Tom Horan's 'The Pill' inaugurates the new Phoenix Theatre's versatile black box

The women of "The Pill" triumphantly salute the play's title character.
This morning's public-radio news comes with two disturbances updating the war on medical science: deadly hostility to vaccination in Pakistan stalling the elimination of polio there and of the Trump Administration's move to cut public funding to any American organization breathing a word about reproductive rights, including the option of abortion.

There is no doubt that Margaret Sanger's struggles are alive in today's world. "The Pill," the first production on the new Phoenix Theatre's Basile "black box" stage, focuses on the health pioneer's  role in spurring the development of oral birth-control medication for women. The innovation was shrouded in political controversy from its gestation onward, as Tom Horan's new play makes clear. Sex and politics continue their age-old brouhaha.

Horan, Phoenix playwright-in-residence, thankfully does not take a "biopic" approach to his subject. There's precious little name-dropping or rehashing of ancient battles. Of course there was a long foreground to Sanger's involvement with the Pill, and patrons of "The Pill" can get plentiful details in the useful program essay. After World War II, the aging radical nurse already had several decades of agitation behind her, involving recurrent brushes with the law for her crusading journalism as well as her clinical activities.

The play displays Sanger's difficulty quelling repeated discouragement: the fires that blazed in her young adulthood are still burning brightly. And the crusader's sometimes feisty relationships with a team committed to her vision of medical progress in controlling fertility tend to stoke her commitment, regardless of sometimes overwhelming fatigue and stress.
Battle-weary Margaret fortifies herself with a large martini.

At the preview performance Thursday, Constance Macy vividly embodied both competing
tendencies. The physical and mental toll of Sanger's work was palpable, as was her determination. Whether laughing uproariously, ranting or collapsing, this Margaret Sanger at such extremes finds balance in a clear, steady vision and steely compassion for women, most of them poor and lacking basic rights to health care and family planning.

Her compassion is triggered by one of them, Sadie Sachs, who stands for all the women Sanger treated and advocated for. Played with plaintive intensity by Jenni White, Sadie makes the composite pleas for help of those facing repeated pregnancies without many resources or much practical support, including doctors who advise that a poor wife's only escape from dangerous exploitation as a baby-maker may be to "sleep on the roof."

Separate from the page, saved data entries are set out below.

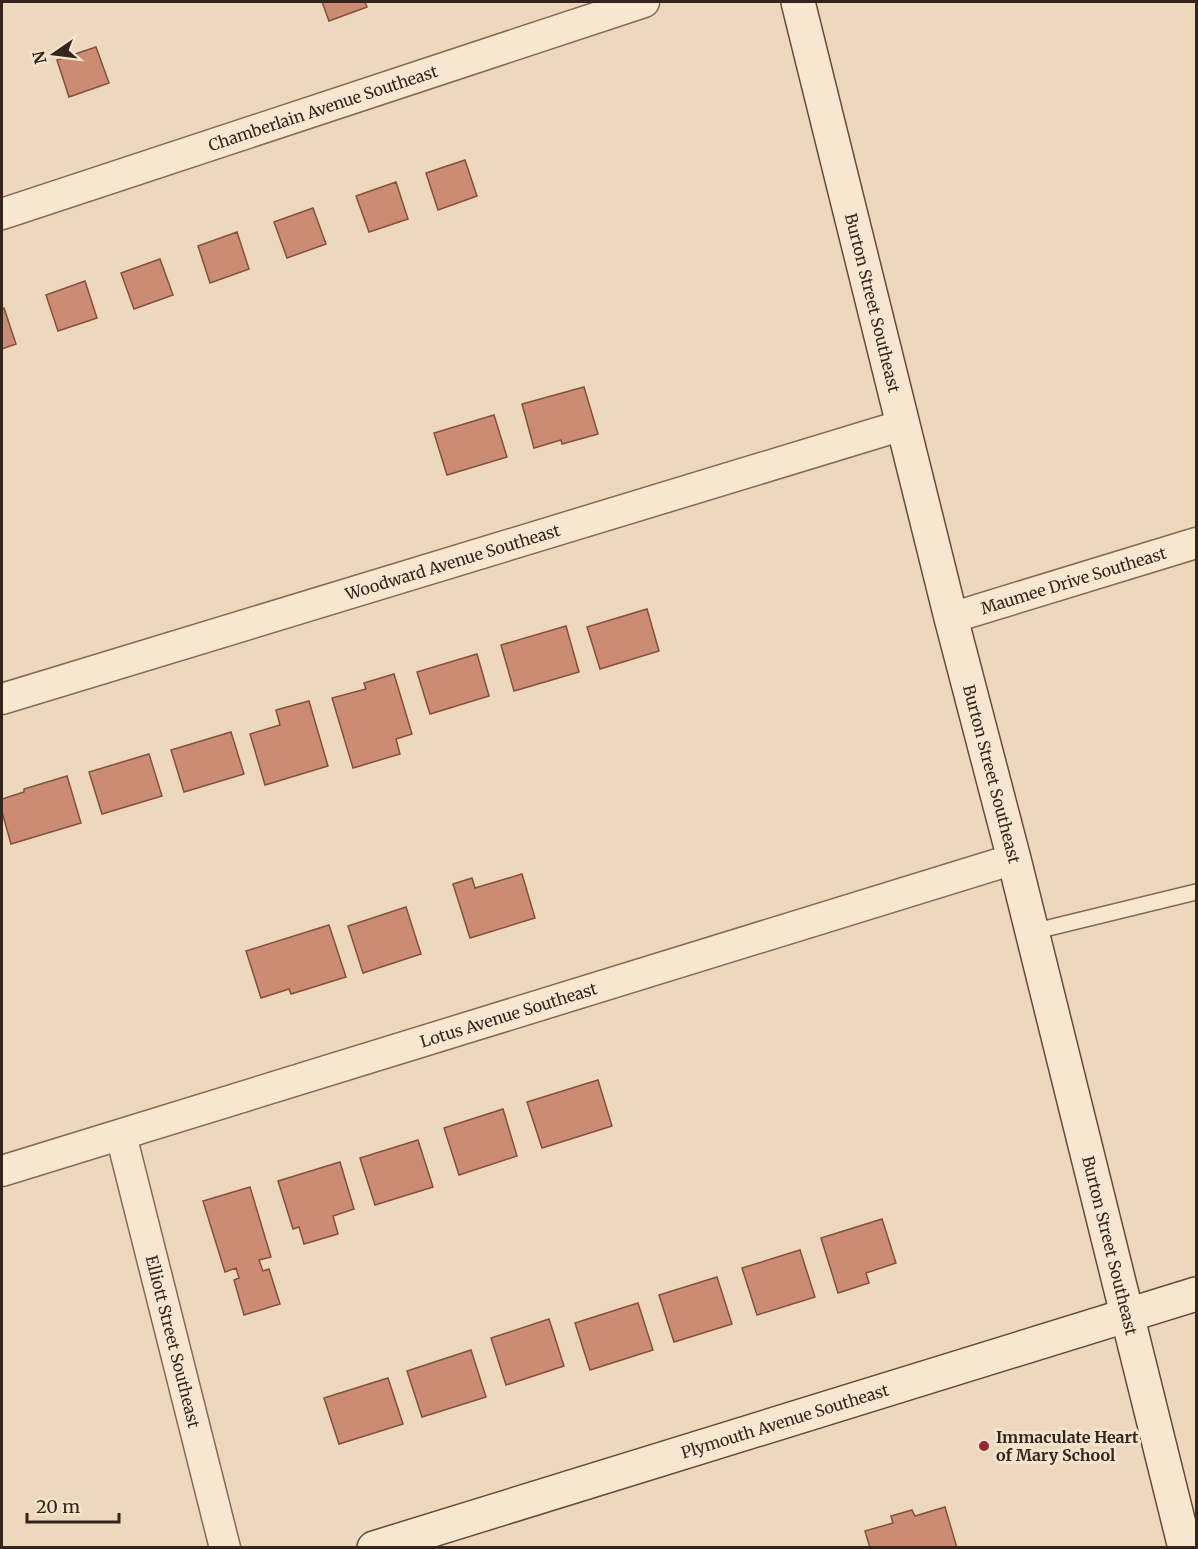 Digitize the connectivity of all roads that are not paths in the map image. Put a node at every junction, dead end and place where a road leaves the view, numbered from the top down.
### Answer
1 (644, 2) edge
2 (798, 2) edge
3 (2, 214) edge
4 (903, 425) junction
5 (1197, 543) edge
6 (951, 618) junction
7 (2, 699) edge
8 (1014, 859) junction
9 (1197, 892) edge
10 (1032, 932) junction
11 (121, 1135) junction
12 (2, 1172) edge
13 (1197, 1294) edge
14 (1128, 1314) junction
15 (225, 1548) edge
16 (374, 1548) edge
17 (1185, 1548) edge

1 - 3 street, Chamberlain Avenue Southeast
2 - 4 main road, Burton Street Southeast
4 - 6 main road, Burton Street Southeast
4 - 7 street, Woodward Avenue Southeast
5 - 6 street, Maumee Drive Southeast
6 - 8 main road, Burton Street Southeast
8 - 10 main road, Burton Street Southeast
8 - 11 street, Lotus Avenue Southeast
9 - 10 lane
10 - 14 main road, Burton Street Southeast
11 - 12 street, Lotus Avenue Southeast
11 - 15 street, Elliott Street Southeast
13 - 14 main road, Plymouth Avenue Southeast
14 - 16 main road, Plymouth Avenue Southeast
14 - 17 main road, Burton Street Southeast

Bill Simmons' direction is fully in the spirit of Horan's concept. The story, heart-tugging though it certainly is, is given a sprightly style. The movement is energetic and beautifully coordinated, flowing along the room's four aisles with a luminous playing space at the center. Cast members bring and take away props, and the short scenes are consistently focused dramatically, with the enhancement of Laura Glover's lighting design.

Dr. Rock subjects Margaret to withering scrutiny.
The dialogue distantly evokes everything from the moral earnestness and pathos of Arthur Miller to the witty paradoxes and existential jokery of Oscar Wilde and Tom Stoppard. The all-woman cast has the virtue of underlining the irreducibly female significance of the liberation that the Pill offered.

The controversies outlined are not exclusively on a progress-vs.-prejudice scale: Science is often threatened by scientism — a faith that uses science as an excuse for blinkered practices and beliefs like the eugenics that shadowed Sanger's endorsement of the Pill's testing on ill-informed and vulnerable Puerto Rican women.

Sanger's diverse team of supporters is given spiky individuality in the performances of Jen Johansen as the dashing, ideologically skeptical Dr. John Rock, Arianne Villareal as the gabby, insightful, high-strung researcher Dr. Pincus, and Jan Lucas as Katherine McCormick, a salty cosmopolite, veteran Sanger ally and heiress to the International Harvester fortune.

We have generally moved from believing in the pharmutopia promised in the 1950s, and Horan's play subtly acknowledges the difference. But we still seem to lack certainty about what kind of restraints are proper to put upon individual potential and freedom, and how much to allow traditional biases the right to control the lives of others.

"The Pill" addresses such issues seriously and delightfully — which may seem an odd approach, but it works in a production this buoyant and well-honed. It's good medicine for several of society's perpetual ills, and the prescription is renewable.